* Problem *
Type the listing below out again exactly. No images.
------------
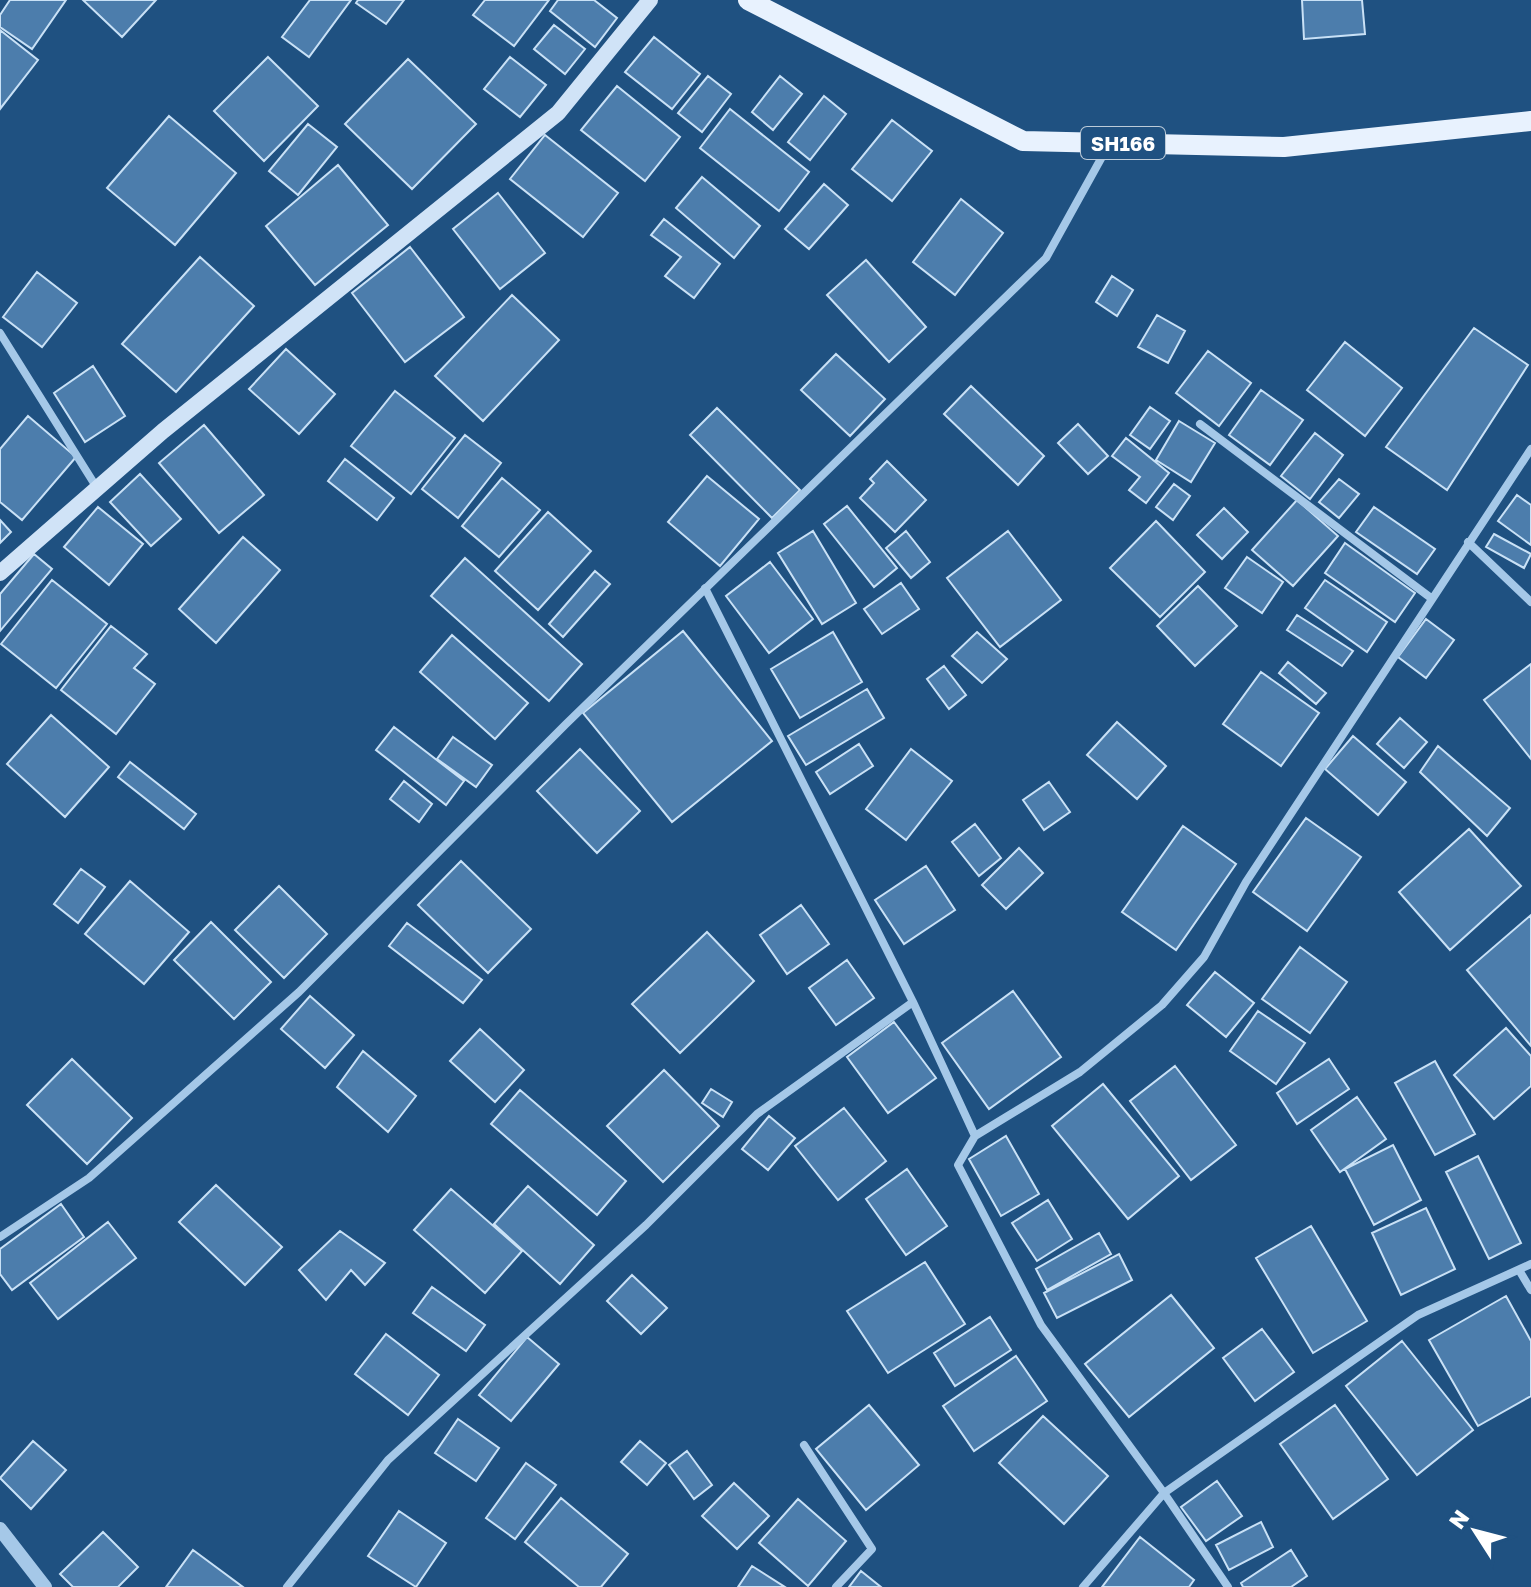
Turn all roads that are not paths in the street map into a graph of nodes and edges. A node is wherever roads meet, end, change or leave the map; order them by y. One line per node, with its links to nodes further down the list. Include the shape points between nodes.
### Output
1 (650, 0): 8 (main road, via 558,113)
2 (748, 0): 4 (main road, SH166, via 1023,141)
3 (1531, 121): 4 (main road, SH166, via 1284,147)
4 (1109, 143): 11 (street, via 1046,258)
5 (0, 333): 8 (street)
6 (1200, 424): 12 (street)
7 (1531, 449): 9 (street)
8 (97, 489): 10 (main road)
9 (1468, 542): 12 (street); 13 (street)
10 (0, 573)
11 (705, 588): 14 (street); 16 (street, via 299,992 89,1178)
12 (1431, 598): 15 (street, via 1246,882 1204,957 1162,1005 1080,1072)
13 (1531, 602)
14 (913, 1002): 15 (street); 24 (street, via 757,1114 646,1225 388,1460)
15 (975, 1136): 21 (street, via 958,1165 1041,1325)
16 (0, 1237)
17 (1531, 1264): 18 (street)
18 (1519, 1270): 19 (street); 21 (street, via 1418,1315)
19 (1531, 1290)
20 (804, 1445): 25 (street, via 872,1549)
21 (1164, 1493): 26 (street); 27 (street)
22 (0, 1529): 23 (street)
23 (45, 1587)
24 (287, 1587)
25 (836, 1587)
26 (1083, 1587)
27 (1228, 1587)

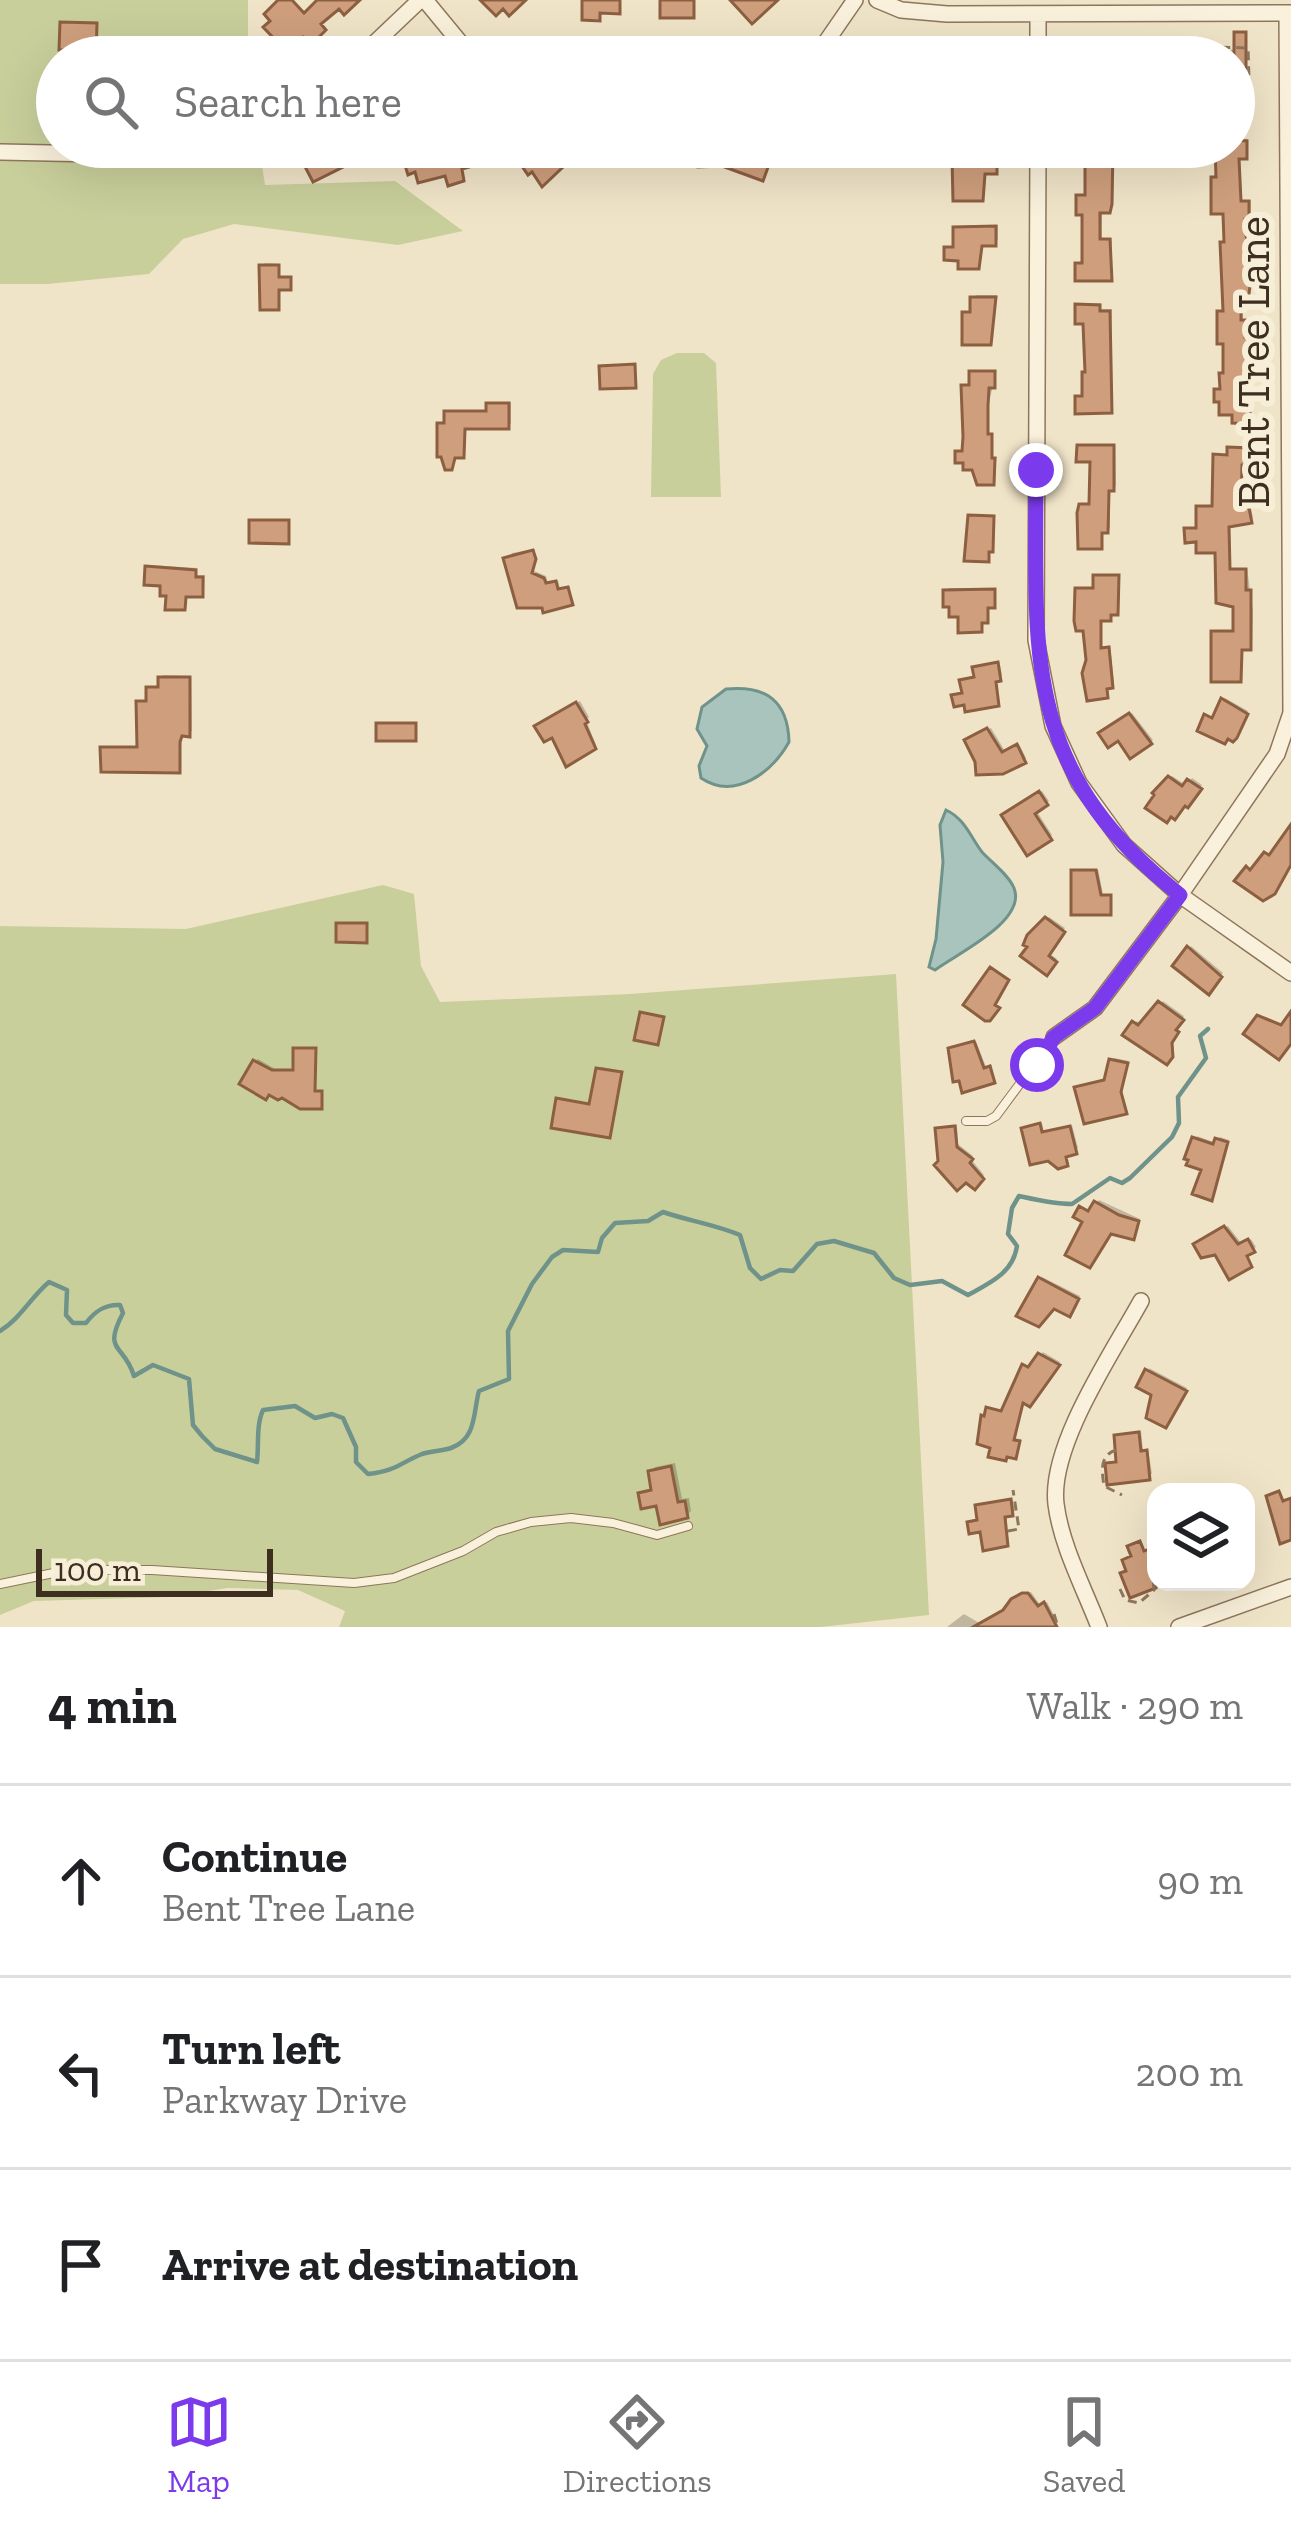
------------
* Solution *
Turn all roads that are not paths in the street map into a graph of nodes and edges. A node is wherever roads meet, end, change or leave the map; order them by y. One line per node, with its links to nodes further down the list. Include the shape points between nodes.
### Output
1 (650, 0): 8 (main road, via 558,113)
2 (748, 0): 4 (main road, SH166, via 1023,141)
3 (1531, 121): 4 (main road, SH166, via 1284,147)
4 (1109, 143): 11 (street, via 1046,258)
5 (0, 333): 8 (street)
6 (1200, 424): 12 (street)
7 (1531, 449): 9 (street)
8 (97, 489): 10 (main road)
9 (1468, 542): 12 (street); 13 (street)
10 (0, 573)
11 (705, 588): 14 (street); 16 (street, via 299,992 89,1178)
12 (1431, 598): 15 (street, via 1246,882 1204,957 1162,1005 1080,1072)
13 (1531, 602)
14 (913, 1002): 15 (street); 24 (street, via 757,1114 646,1225 388,1460)
15 (975, 1136): 21 (street, via 958,1165 1041,1325)
16 (0, 1237)
17 (1531, 1264): 18 (street)
18 (1519, 1270): 19 (street); 21 (street, via 1418,1315)
19 (1531, 1290)
20 (804, 1445): 25 (street, via 872,1549)
21 (1164, 1493): 26 (street); 27 (street)
22 (0, 1529): 23 (street)
23 (45, 1587)
24 (287, 1587)
25 (836, 1587)
26 (1083, 1587)
27 (1228, 1587)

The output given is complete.